Sam heard the clinking of chain. Dazed, he tried to make sense of the sound, of the movement of air around him. His arm spiked fiercely, and something slipped around his neck. Cold. Close. Intimate. His pulse notched up, his eyes widening, blinking in horrified understanding.

He reached for the metal links, swallowing convulsively as they tightened, cinching the soft skin of his neck, drawing tighter and tighter.

The chain squeezed, constricting his windpipe, cutting off his air. Sam struggled to his knees. Felt the biting closeness of Conrad standing behind him, fisted hands in the chains – drawing the links tighter. Sam's mind pitched black and red, flashes of pain interspersed with specks of nothingness. Lungs, desperate for air, billowed uselessly.

The chain cinched, link over link, biting deeper.

Death bore down, rupturing cells in a cataclysmic frenzy of cauterizing pain. Hot and cold. Sound and silence. So fast, so brutal, so final that Sam fell beneath it, helpless to offer any form of defense.
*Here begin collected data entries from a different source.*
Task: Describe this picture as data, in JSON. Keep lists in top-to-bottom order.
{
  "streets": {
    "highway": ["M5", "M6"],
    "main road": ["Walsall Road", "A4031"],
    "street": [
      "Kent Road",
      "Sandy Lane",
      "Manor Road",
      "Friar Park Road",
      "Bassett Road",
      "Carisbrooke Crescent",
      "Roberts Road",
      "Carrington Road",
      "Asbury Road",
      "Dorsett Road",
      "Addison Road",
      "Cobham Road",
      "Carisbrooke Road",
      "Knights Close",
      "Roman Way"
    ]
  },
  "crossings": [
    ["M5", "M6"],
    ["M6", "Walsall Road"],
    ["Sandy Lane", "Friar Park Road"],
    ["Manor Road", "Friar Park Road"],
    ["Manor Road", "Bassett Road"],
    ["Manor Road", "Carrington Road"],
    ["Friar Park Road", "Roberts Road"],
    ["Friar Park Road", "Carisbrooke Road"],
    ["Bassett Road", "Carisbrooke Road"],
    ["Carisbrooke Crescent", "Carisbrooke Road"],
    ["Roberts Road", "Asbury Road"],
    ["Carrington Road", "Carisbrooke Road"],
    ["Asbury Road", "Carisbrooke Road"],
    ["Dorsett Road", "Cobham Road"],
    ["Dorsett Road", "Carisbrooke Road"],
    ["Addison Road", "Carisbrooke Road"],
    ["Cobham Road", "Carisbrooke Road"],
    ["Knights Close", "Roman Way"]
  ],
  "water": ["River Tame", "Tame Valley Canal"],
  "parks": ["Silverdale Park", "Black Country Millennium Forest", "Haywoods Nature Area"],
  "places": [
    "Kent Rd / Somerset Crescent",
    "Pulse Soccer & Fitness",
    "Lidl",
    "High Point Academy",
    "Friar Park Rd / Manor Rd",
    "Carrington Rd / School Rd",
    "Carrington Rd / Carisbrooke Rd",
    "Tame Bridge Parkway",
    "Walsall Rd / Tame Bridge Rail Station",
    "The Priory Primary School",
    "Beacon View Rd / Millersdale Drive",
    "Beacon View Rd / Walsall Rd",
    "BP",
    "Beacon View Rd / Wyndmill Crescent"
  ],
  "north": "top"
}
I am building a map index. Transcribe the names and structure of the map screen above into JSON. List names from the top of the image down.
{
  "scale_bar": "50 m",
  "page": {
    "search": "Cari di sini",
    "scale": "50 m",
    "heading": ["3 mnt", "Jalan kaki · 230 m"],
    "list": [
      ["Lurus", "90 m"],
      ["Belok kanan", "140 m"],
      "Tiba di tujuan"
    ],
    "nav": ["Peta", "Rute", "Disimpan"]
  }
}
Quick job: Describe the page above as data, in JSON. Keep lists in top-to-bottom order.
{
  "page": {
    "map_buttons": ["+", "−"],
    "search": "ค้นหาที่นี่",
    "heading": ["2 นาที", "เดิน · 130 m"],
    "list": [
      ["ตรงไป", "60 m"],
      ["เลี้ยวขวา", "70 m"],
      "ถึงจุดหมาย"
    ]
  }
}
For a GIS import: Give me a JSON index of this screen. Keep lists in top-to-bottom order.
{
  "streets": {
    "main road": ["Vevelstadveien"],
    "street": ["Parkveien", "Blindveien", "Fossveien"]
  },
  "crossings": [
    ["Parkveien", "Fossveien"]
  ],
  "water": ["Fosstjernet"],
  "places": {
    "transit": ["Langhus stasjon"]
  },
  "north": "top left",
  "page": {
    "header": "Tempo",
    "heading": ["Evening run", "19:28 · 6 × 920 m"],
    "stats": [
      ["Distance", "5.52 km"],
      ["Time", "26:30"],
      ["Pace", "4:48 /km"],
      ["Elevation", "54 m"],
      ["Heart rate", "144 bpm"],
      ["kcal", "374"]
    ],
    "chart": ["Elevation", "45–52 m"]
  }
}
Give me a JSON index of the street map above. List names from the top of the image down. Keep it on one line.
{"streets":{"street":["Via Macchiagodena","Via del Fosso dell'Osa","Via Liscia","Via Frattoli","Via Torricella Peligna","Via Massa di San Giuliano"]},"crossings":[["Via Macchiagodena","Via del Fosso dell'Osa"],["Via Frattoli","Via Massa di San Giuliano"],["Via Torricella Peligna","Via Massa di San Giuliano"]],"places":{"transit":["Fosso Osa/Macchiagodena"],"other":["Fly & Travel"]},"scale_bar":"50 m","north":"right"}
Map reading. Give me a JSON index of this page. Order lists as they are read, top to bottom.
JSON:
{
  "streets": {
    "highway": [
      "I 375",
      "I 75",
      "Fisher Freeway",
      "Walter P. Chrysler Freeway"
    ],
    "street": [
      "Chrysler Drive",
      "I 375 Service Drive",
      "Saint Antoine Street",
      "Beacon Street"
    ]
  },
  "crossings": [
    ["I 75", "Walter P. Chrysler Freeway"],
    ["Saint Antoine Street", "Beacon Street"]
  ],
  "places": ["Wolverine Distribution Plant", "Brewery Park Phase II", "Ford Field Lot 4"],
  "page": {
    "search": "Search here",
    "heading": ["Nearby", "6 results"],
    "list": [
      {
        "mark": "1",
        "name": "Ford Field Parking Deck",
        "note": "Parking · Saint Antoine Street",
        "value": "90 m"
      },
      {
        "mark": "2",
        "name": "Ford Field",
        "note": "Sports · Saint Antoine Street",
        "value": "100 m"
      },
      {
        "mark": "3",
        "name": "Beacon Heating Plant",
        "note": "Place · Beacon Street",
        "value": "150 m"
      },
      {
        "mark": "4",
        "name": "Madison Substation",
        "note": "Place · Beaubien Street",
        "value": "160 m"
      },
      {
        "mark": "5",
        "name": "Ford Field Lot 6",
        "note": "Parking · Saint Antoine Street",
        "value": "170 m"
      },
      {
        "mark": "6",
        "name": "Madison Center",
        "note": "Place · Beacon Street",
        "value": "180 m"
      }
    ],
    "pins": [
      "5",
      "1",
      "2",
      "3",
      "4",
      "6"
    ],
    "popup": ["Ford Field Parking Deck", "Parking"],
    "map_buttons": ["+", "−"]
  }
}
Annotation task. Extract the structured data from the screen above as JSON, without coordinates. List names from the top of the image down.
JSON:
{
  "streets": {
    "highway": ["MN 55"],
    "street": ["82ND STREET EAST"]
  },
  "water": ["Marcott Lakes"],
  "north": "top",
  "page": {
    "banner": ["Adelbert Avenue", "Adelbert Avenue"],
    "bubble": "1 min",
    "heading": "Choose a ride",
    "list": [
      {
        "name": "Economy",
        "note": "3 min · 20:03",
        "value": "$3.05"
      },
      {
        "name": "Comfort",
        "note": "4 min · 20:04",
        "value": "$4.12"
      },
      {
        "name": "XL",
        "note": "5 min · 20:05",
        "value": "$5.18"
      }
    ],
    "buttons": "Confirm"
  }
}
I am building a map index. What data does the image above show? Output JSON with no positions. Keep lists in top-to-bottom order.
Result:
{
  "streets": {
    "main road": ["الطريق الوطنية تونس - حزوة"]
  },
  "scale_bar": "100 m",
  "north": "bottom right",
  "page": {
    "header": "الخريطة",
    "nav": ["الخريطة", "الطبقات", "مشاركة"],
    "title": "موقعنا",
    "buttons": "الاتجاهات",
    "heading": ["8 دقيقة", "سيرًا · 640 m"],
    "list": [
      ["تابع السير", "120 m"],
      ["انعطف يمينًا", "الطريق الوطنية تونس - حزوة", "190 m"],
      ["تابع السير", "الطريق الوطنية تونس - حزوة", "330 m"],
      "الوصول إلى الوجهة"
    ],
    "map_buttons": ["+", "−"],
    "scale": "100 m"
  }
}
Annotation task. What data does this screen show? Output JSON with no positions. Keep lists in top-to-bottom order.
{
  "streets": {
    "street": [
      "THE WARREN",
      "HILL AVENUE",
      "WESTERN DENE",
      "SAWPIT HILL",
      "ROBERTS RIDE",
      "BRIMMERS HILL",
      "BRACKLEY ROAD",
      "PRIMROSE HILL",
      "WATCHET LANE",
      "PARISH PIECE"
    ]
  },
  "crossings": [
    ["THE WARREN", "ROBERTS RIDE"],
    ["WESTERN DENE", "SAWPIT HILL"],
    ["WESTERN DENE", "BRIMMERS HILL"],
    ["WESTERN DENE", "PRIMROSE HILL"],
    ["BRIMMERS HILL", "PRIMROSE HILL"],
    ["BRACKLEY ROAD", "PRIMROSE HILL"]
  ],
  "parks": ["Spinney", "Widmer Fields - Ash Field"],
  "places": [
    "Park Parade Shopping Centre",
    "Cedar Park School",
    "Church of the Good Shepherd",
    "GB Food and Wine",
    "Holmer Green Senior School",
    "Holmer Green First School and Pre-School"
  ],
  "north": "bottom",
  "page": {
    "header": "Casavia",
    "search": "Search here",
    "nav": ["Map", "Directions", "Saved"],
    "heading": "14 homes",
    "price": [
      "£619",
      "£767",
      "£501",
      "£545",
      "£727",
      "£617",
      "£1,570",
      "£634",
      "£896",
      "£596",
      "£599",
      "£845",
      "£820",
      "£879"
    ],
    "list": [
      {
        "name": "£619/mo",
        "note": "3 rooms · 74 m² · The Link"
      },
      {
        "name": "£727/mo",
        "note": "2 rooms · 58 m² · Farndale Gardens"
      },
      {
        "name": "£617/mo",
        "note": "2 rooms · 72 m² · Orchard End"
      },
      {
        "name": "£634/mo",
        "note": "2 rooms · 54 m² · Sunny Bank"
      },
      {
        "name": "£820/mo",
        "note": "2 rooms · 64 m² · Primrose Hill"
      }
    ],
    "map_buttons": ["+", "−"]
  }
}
Weak and hurting, he offered himself to it – splayed his soul with the knowledge that Dean wouldn't see, wouldn't know… wouldn't have to carry out his promise.

Twenty four years too late, and not a moment too soon.

In the moment of acceptance, the dark gift tore away. The chain released, rusted metal tearing into his neck as he fell. He felt the bite, registered the traumatic insult, and hit the ground face first. Consciousness splintered with the first ragged intake of heated desert air. The tattered gasps that followed leveled awareness to an abstract void.

"You will get a little rest now," Conrad whispered in his ear, the dead man's voice cutting like glass. "Then you will pay for killing my wife."